The Asymmetric Thick Disk: A Star Count and Kinematic Analysis

by Jennifer E. Parker

Under the supervision of Professor Roberta M. Humphreys

ABSTRACT

We present both a star count and a kinematic analysis using data from 40 (x 2) Automated Plate Scanner POSS-I plate pairs matched in galactic latitude at complementary longitudes, and the spectra of nearly 1000 stars using the HYDRA multi-object spectrometer at both CTIO and KPNO. We have identified a region with a significant excess of stars in Quadrant I above (+Q1) and below (-Q1) the galactic plane.
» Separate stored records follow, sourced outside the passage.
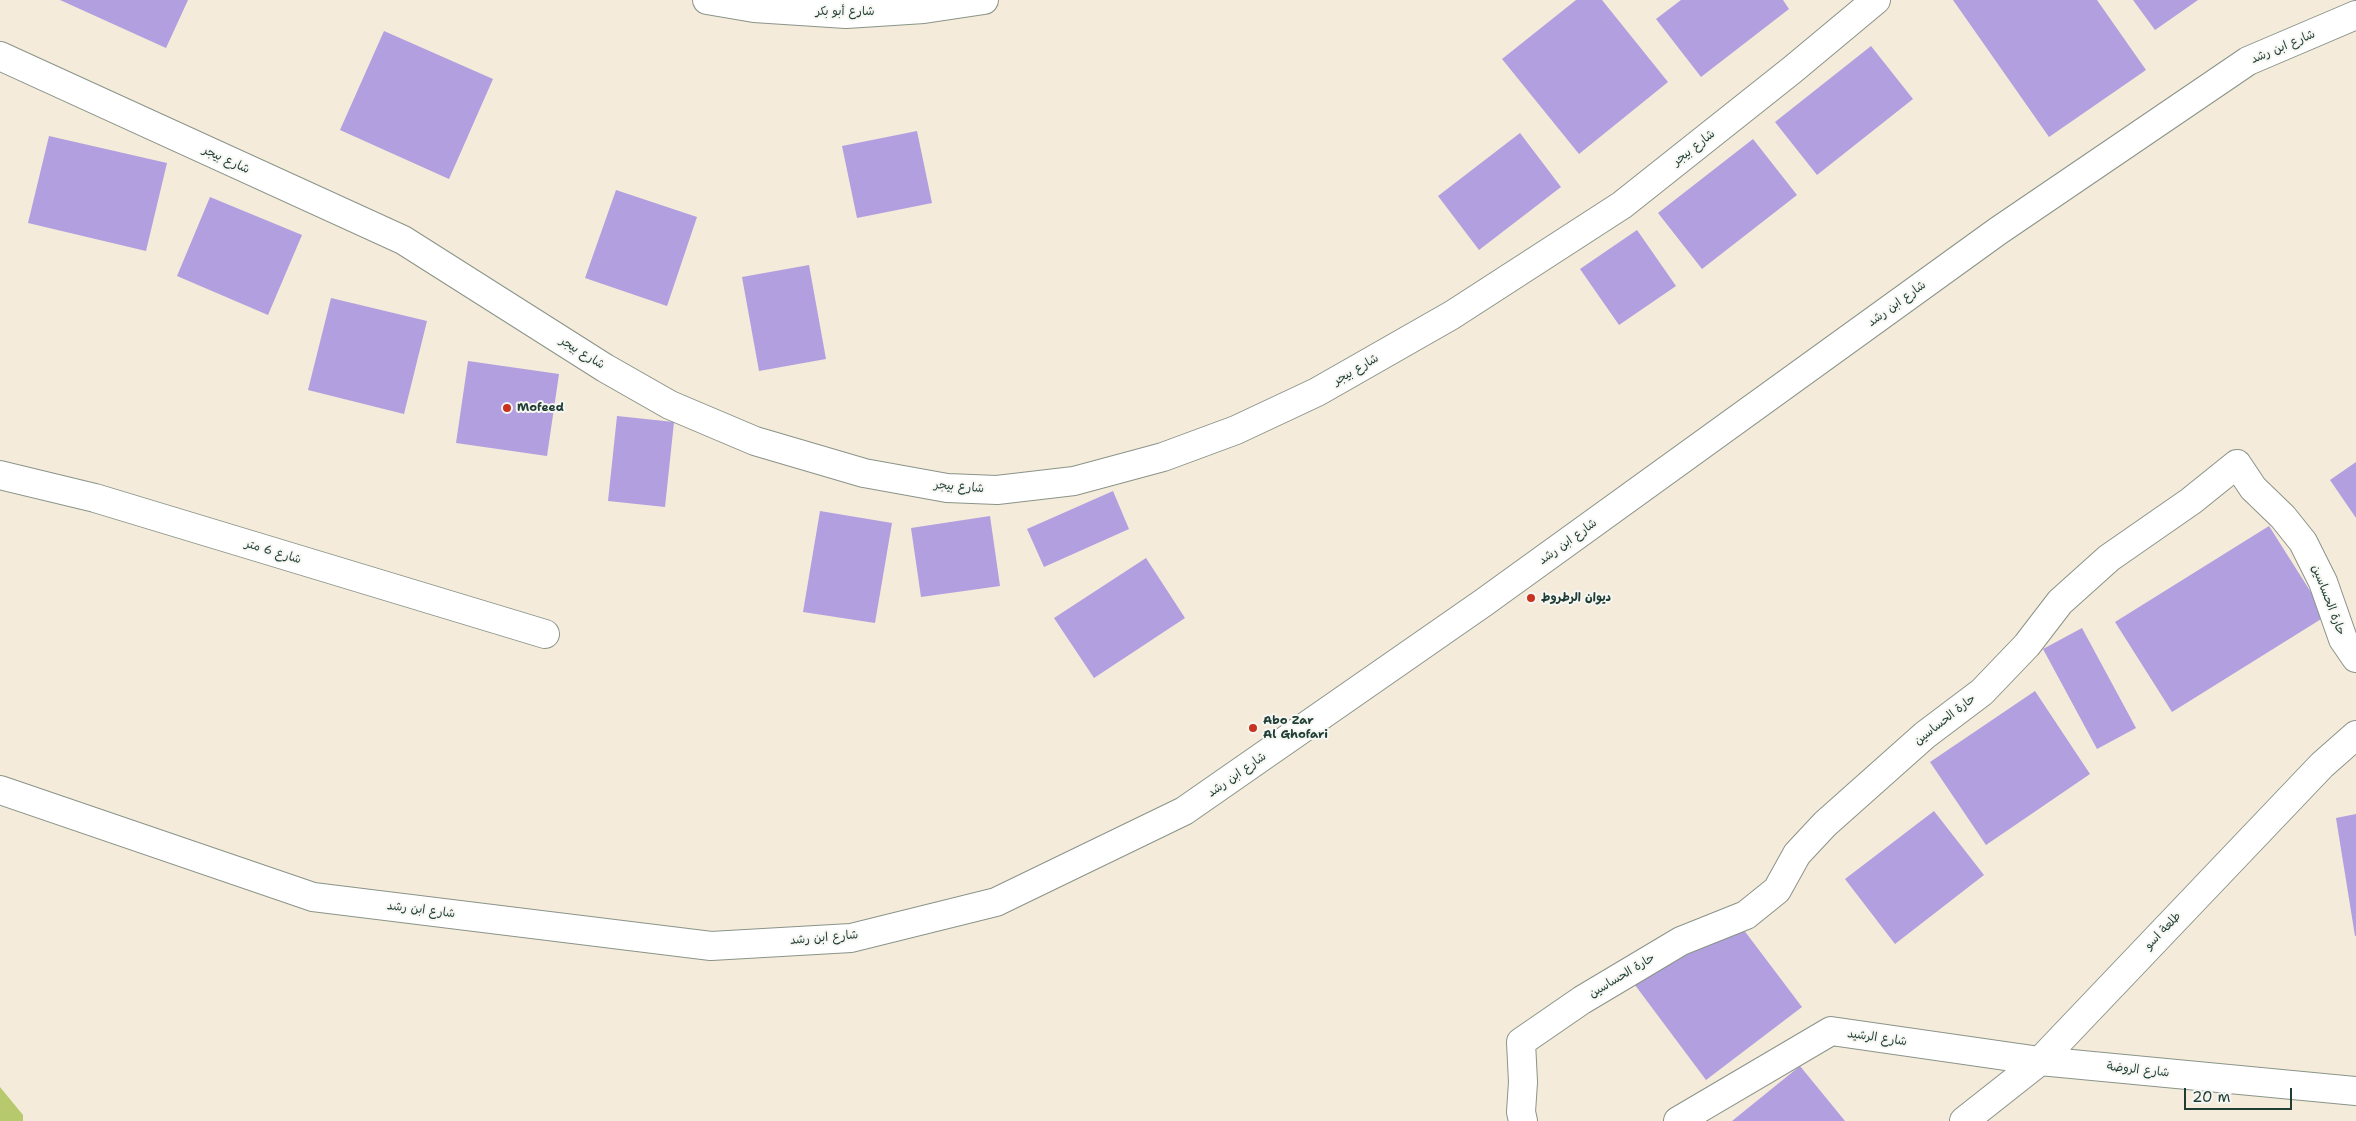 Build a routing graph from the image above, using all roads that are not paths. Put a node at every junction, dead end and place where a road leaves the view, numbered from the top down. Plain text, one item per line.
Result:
1 (707, 0) edge
2 (984, 0) edge
3 (1876, 0) edge
4 (2356, 15) edge
5 (0, 56) edge
6 (0, 475) edge
7 (545, 634) dead end
8 (2356, 658) edge
9 (2356, 735) edge
10 (0, 790) edge
11 (2040, 1061) junction
12 (2356, 1091) edge
13 (1523, 1121) edge
14 (1678, 1121) edge
15 (1964, 1121) edge

1 - 2 street, شارع أبو بكر
3 - 5 street, شارع بيجر
4 - 10 street, شارع ابن رشد
6 - 7 street, شارع 6 متر
8 - 13 street, حارة الحساسين
9 - 11 street, طلعة اسو
11 - 12 street, شارع الروضة
11 - 14 street, شارع الرشيد
11 - 15 street, طلعة اسو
The asymmetric distributution of stars consists of 20 contiguous POSS-I fields extending from l = 20° to 55° and |b| = 20° degrees to 50° and is symmetric above and below the galactic plane. We are unable to discriminate between thick disk or inner halo stars, however there appear to be more blue stars in +Q1 with LSR velocities suggestive of a thick disk population. We compare the LSR radial velocity distributions for a total of 741 stars in Quadrant I to Quadrant IV (+Q4), above the plane. Stars in +Q1 appear to have a more negative distribution of LSR radial velocities than stars in +Q4; additionally we calculate the circular angular velocities and find that Ω+Q1 = 19.5 ± 0.3 km/s/kpc is rotating slower than Ω+Q4 = 32.4 ± 0.1 km/s/kpc. Preliminary N-body simulations by Sellwood and Debattista (2003) reproduce both our excess in star counts and the negative LSR velocity signatures only if the models include a stellar bar in the disk and an asymmetric thick disk. The star count excess we find in Q1 along with the significantly slower circular angular velocity suggests that the thick disk may be interacting with the stellar bar in the disk. This interaction is likely inducing a gravitational wake which is trapping and piling up stars behind the bar.